AMD has only recently had the cash to start paying folks to write libs for their stuff. So were starting to see it come to python libs and what not. Likely, once it becomes a fight of CUDA v ROCm, people will start heading back over to OpenCL. The “worth it” for vendor lock-in for CUDA and ROCm will diminish more and more over time. But as it stands, with CUDA you do get a good bit of “squeezing that extra bit of steam out of your GPU” by selling your soul to nVidia.

That last part also plays into the “why” of CUDA and ROCm. If you happen to NOT have a rig with 10,000 GPUs, then the difference between getting 98% of your GPU and 99.999% of your GPU means a lot to you. If you do have 10,000 GPUs, having like a 1% inefficiency is okay, you’ve got 10,000 GPUs the 1% loss is barely noticeable and not worth it to lose portability with OpenCL.

Secret300@sh.itjust.works · 10 months ago

Ah okay dope

subtext@lemmy.world · 11 months ago

I think end-to-end refers to the “open source”, not the GPU acceleration. I know GPUs have always been a black magic to get working and so you often have to use proprietary, closed-source blobs from the manufacturer to get them to work.

The revolution that this is bringing seems to be that all that black magic has been able to be implemented in open-source software.

Could be wrong though, that’s just how I interpreted the article.

AlmightySnoo 🐢🇮🇱🇺🇦@lemmy.world · 11 months ago

Yup, it’s definitely about the “open-source” part. That’s in contrast with Nvidia’s ecosystem: CUDA and the drivers are proprietary, and the drivers’ EULA prohibit you from using your gaming GPU for datacenter uses.

woelkchen@lemmy.world · 11 months ago

Any sort of computing done on the GPU. Not sure what they mean by “end-to-end”. Perhaps that users don’t have to mess with installers.
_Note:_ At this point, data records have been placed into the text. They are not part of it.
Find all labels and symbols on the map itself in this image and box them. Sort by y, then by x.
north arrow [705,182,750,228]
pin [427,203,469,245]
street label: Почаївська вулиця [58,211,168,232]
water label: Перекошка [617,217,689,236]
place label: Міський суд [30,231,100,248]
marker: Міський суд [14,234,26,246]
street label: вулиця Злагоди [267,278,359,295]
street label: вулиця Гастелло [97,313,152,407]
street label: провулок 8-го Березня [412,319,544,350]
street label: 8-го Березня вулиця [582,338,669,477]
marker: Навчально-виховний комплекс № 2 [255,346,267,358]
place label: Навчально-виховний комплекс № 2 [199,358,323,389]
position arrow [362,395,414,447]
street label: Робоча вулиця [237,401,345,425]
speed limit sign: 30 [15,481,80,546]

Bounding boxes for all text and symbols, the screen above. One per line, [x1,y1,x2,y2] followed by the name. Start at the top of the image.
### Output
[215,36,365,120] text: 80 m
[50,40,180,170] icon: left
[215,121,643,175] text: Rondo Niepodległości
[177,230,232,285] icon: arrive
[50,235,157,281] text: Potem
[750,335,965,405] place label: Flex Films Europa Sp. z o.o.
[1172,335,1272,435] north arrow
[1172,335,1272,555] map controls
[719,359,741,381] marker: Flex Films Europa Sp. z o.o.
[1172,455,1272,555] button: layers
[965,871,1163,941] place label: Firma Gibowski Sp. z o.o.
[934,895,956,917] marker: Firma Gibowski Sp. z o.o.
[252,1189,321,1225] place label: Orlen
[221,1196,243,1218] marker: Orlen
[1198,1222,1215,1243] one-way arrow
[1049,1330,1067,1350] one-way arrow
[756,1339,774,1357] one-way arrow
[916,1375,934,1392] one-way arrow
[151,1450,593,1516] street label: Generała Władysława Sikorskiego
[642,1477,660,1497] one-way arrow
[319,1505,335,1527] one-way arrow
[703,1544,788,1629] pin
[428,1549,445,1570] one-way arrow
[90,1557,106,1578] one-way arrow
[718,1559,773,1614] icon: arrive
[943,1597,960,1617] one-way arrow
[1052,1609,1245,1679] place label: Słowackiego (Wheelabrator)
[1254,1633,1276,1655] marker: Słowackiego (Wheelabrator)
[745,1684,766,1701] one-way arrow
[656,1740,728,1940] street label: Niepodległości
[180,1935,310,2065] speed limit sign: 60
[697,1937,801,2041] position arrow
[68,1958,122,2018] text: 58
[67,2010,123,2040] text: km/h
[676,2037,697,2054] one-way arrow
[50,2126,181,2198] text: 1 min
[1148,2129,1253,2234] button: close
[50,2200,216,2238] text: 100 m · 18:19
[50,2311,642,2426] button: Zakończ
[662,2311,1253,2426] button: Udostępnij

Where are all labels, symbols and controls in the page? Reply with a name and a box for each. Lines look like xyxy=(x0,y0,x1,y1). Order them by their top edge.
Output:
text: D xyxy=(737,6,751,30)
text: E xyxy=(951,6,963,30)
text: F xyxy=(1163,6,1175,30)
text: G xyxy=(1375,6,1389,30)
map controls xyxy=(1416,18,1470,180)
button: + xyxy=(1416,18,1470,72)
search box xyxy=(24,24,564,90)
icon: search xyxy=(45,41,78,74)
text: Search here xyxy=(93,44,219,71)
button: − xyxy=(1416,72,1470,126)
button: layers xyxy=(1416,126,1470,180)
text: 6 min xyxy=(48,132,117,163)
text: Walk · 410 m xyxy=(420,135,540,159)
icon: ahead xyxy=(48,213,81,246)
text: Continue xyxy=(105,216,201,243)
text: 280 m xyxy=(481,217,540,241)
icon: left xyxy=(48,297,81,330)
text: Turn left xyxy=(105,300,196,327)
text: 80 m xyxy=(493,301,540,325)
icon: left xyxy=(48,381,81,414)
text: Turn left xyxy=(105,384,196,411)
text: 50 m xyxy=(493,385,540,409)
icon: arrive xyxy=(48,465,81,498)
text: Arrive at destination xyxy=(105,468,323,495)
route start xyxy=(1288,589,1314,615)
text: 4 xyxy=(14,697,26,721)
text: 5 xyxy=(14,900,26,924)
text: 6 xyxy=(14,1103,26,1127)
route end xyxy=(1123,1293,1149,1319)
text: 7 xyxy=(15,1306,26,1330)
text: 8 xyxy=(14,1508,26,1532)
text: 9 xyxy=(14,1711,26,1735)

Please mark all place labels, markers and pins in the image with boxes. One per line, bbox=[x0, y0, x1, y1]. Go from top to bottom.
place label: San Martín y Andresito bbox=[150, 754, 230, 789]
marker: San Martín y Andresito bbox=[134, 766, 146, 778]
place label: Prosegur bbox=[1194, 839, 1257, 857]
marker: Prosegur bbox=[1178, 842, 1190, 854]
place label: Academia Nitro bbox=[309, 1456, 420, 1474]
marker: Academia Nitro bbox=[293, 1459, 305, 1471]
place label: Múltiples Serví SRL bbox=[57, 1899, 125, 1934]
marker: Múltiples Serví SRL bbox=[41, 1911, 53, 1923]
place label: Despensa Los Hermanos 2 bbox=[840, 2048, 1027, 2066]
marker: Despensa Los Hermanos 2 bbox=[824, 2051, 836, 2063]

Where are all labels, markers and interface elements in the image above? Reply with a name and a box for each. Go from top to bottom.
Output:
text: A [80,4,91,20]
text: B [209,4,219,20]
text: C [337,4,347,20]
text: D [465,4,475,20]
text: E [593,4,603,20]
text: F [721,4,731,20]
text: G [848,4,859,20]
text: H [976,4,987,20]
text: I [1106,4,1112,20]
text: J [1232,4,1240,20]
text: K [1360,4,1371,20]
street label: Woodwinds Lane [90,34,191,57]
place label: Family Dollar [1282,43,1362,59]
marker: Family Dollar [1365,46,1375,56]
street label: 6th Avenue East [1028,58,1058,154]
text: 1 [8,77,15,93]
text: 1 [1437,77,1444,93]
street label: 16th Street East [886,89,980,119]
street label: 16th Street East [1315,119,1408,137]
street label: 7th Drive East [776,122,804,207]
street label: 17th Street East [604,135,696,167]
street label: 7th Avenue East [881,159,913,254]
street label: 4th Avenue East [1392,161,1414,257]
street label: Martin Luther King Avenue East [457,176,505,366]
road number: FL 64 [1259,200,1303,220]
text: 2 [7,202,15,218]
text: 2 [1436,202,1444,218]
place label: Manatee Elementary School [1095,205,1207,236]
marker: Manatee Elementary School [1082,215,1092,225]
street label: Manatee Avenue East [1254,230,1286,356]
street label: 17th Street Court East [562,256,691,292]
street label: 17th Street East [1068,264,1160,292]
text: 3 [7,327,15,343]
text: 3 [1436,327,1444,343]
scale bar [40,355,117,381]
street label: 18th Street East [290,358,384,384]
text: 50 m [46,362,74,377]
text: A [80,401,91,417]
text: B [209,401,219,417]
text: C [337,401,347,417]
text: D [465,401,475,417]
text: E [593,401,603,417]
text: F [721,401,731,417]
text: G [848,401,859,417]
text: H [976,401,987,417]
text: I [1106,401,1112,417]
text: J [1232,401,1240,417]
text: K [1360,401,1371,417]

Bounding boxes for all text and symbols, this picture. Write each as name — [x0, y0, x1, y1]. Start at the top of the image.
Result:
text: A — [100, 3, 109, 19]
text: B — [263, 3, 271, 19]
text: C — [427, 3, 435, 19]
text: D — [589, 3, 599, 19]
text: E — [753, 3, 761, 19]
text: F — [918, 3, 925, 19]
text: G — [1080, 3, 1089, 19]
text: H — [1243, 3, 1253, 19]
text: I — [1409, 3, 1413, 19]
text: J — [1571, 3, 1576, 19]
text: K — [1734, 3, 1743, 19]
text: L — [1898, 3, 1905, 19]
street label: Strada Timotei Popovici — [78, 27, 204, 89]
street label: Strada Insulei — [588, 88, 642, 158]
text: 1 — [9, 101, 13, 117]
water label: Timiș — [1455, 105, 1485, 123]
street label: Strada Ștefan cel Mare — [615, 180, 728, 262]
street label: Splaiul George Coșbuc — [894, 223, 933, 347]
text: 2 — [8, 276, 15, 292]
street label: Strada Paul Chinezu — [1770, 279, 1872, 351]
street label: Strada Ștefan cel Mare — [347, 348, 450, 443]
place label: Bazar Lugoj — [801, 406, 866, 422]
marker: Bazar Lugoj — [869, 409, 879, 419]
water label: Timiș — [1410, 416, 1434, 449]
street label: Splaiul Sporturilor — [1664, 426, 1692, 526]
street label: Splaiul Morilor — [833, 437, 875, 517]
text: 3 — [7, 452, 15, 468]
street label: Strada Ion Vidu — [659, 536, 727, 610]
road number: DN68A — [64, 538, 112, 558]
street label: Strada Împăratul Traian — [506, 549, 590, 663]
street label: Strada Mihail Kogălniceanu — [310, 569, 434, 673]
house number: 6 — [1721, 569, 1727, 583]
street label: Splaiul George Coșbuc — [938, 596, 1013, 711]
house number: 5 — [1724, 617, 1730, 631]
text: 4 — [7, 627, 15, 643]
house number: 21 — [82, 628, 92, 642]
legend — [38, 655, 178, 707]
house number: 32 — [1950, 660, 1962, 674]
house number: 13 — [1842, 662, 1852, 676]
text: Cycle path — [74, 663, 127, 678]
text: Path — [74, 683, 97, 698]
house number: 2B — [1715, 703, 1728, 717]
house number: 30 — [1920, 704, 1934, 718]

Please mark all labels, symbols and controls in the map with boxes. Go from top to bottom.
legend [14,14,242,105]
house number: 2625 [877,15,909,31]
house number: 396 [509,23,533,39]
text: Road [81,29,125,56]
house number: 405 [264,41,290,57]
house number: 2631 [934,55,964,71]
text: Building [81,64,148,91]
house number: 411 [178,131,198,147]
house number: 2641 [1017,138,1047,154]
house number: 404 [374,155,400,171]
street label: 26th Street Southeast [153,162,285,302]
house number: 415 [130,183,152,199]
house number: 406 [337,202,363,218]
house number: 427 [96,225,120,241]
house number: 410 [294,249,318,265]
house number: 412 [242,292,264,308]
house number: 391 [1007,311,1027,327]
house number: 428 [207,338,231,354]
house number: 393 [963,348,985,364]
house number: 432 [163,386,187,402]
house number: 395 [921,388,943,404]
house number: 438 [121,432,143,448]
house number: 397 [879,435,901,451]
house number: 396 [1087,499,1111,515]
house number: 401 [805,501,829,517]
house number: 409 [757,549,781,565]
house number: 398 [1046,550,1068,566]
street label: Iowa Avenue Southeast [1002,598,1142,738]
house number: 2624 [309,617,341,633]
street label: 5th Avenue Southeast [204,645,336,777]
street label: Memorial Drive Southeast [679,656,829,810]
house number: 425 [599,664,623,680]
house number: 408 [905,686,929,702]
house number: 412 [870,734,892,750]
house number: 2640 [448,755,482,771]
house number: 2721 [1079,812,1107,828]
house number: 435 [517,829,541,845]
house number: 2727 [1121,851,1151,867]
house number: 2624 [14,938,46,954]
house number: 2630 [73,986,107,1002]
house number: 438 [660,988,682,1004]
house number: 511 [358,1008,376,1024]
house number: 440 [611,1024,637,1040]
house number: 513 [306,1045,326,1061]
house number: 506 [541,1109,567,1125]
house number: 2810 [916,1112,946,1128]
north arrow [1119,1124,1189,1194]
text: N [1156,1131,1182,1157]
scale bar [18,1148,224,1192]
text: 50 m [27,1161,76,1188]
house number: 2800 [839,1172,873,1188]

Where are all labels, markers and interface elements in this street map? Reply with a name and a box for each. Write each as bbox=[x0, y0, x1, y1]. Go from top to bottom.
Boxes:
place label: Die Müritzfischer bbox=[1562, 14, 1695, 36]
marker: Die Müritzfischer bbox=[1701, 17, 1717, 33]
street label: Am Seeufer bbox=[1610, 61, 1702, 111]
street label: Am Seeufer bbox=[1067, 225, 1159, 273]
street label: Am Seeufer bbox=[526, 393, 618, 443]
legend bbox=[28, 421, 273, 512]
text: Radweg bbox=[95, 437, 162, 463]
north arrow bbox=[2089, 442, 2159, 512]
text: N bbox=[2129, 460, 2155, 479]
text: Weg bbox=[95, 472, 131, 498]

AutoTL;DR@lemmings.world · 11 months ago

This is the best summary I could come up with:

Fedora 40 is looking at shipping the AMD ROCm 6.x GPU compute stack to offer “end-to-end open-source GPU acceleration” with ease for this Red Hat funded Linux distribution.

Fedora has been among the Linux distributions already working on packaging up AMD’s ROCm to make it easier to deploy this GPU compute solution on their platform.

This has often been a headache for those wanting to use AMD ROCm outside of the few officially supported enterprise Linux distributions.

This change proposal is being pursued by Red Hat’s Tom Rix.

To address this feedback several packages are in the process of being added to Fedora including rocFFT rocSolver hipBLASLt MiOpen.

… Fedora has finally end-to-end open source GPU acceleration.

The original article contains 362 words, the summary contains 117 words. Saved 68%. I’m a bot and I’m open source!